Desesperada, Maria pensava nos brinquinhos e em voltar para casa, cantava
baixinho de medo e pavor da escuridão dentro do saco.
“Meus brinquinhos de ouro que eu na
fonte deixei... Ô esquindim dan, ô esquindim dandan...”.
Assim
foi por toda a noite. A menina não se lembravade ter passado tristeza maior
desde a morte da mãe. Fechava os olhos dentro do saco e cantava sem parar: “Meus brinquinhos de ouro que eu na fonte
deixei... Ô esquindim dan, ô esquindim dandan...”.
O
homem estava faminto, e ao ouvir Maria a noite inteirinha teve uma ideia. Foi
até uma casa, tocou a campainha e, assim que chegou a dona da casa, o homem
disse: “Minha senhora, quero comida.
Arroz, feijão e farofa, suco de limão e goiabada. Pago a bondade com mágica e
encantamento. Sou dono de um saco maravilhoso que, com minha ordem cantarola
com voz doce de menina”. A dona da casa se espantou. Como era curiosa,
pediu demonstração. O homem então esbravejou furioso como um cão.
“Cantarola, saco de esmola. Canta
alto e molengola, canta fino e canta doce, como um som de um sino. Que se em
silêncio você ficar, vai ver a cobra fumar, vai ver o caldo entornar.”
Dentro
do saco a menina tremia tanto que sua voz mal saía. Cantou e chorou. Nunca se
ouviu música tão triste. Mas a vida tem surpresa boa, que se chama destino, não
sei por que ninguém entende nem espera.

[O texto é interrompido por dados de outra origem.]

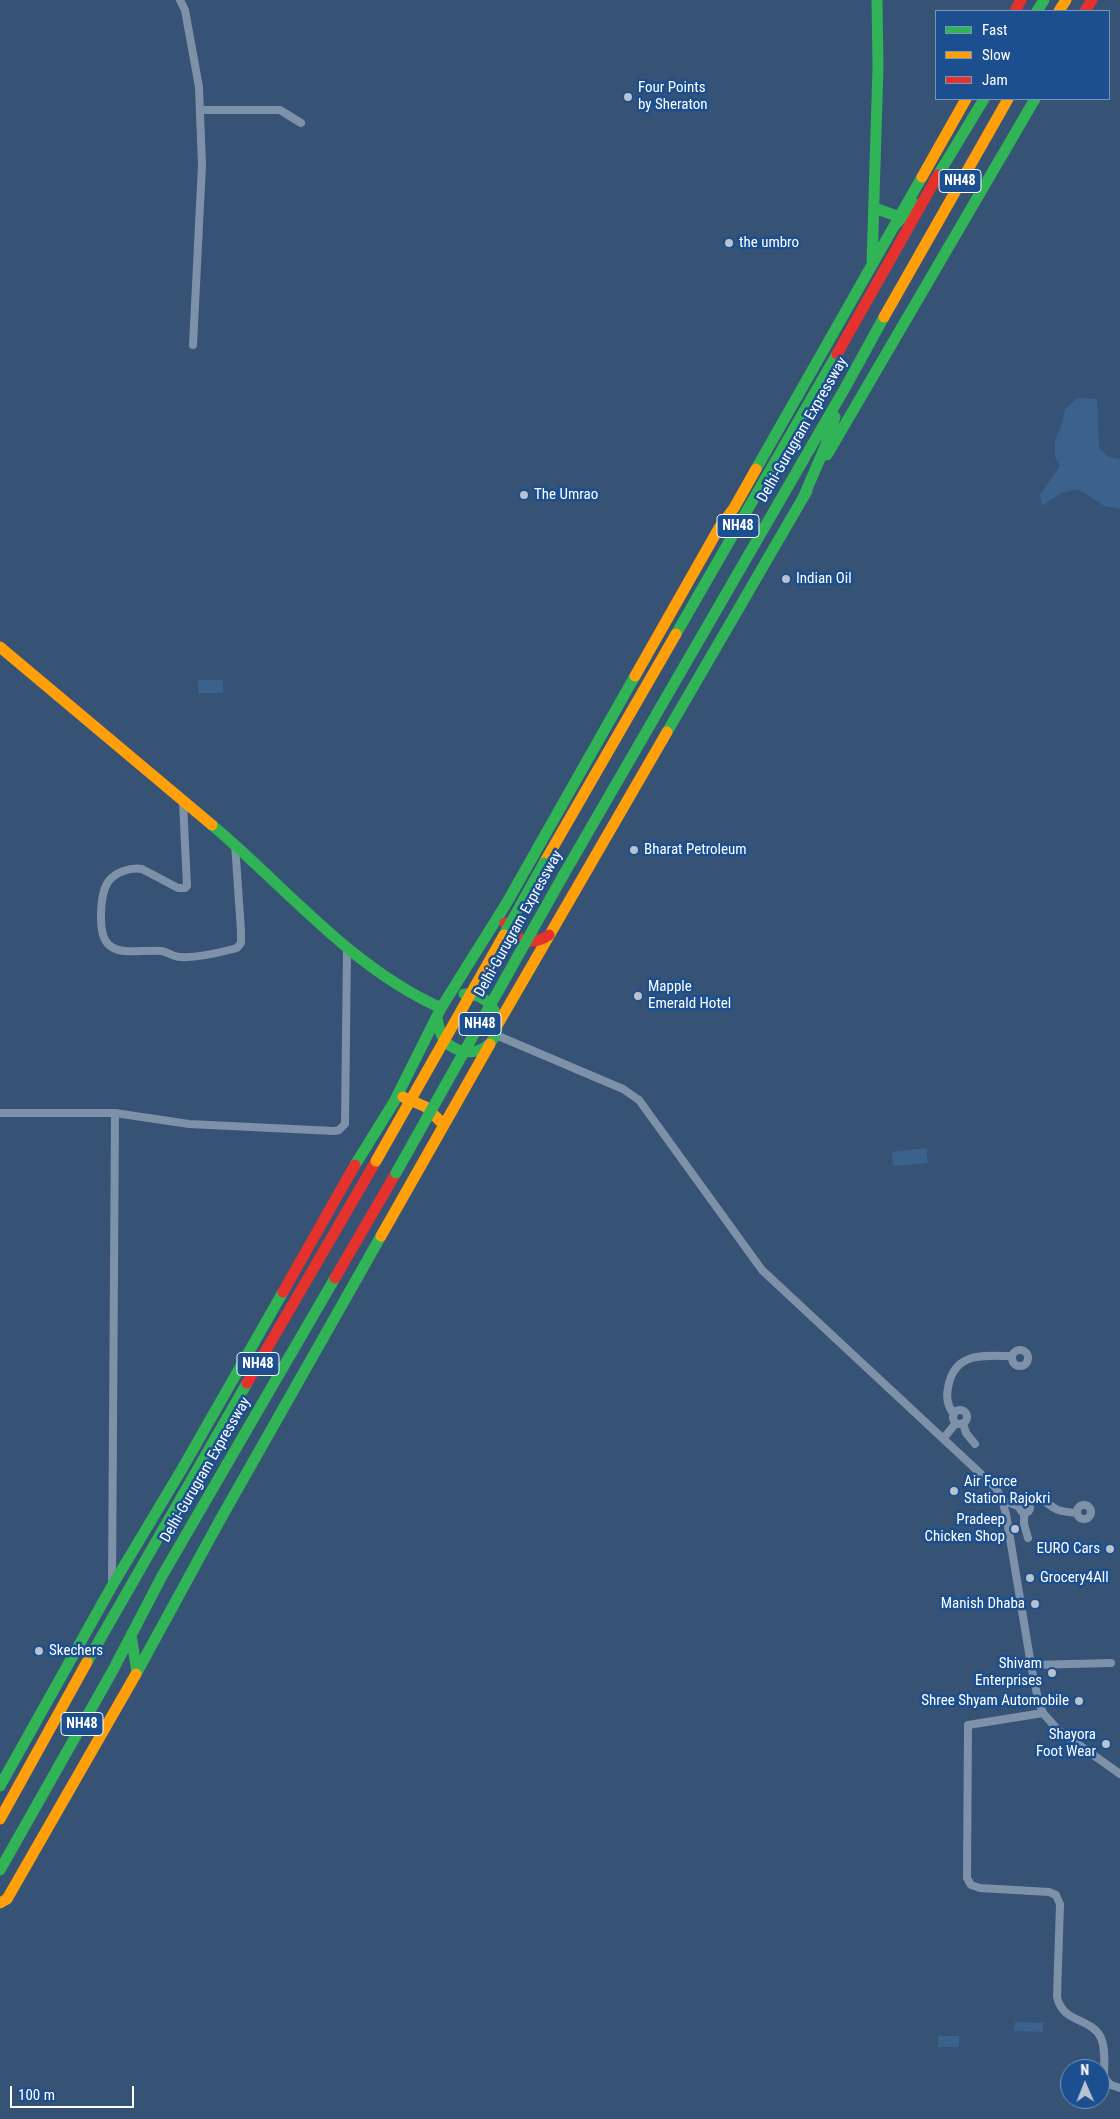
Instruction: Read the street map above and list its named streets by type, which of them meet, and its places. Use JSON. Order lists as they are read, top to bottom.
{
  "streets": {
    "main road": ["NH48", "Delhi-Gurugram Expressway"]
  },
  "places": [
    "Four Points by Sheraton",
    "the umbro",
    "The Umrao",
    "Indian Oil",
    "Bharat Petroleum",
    "Mapple Emerald Hotel",
    "Air Force Station Rajokri",
    "Pradeep Chicken Shop",
    "EURO Cars",
    "Grocery4All",
    "Manish Dhaba",
    "Skechers",
    "Shivam Enterprises",
    "Shree Shyam Automobile",
    "Shayora Foot Wear"
  ],
  "legend": ["Fast", "Slow", "Jam"],
  "scale_bar": "100 m",
  "north": "top"
}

A dona de casa era vizinha da menina e
de seu pai e tinha acompanhado o desespero do sumiço, madrugada todinha de
procura e rezaria.
Ao
ouvir a menina cantar, a vizinha, que de curiosidade desenvolveu esperteza,
disse que estava encantada, que além do almoço ofereceria um café fresquinho.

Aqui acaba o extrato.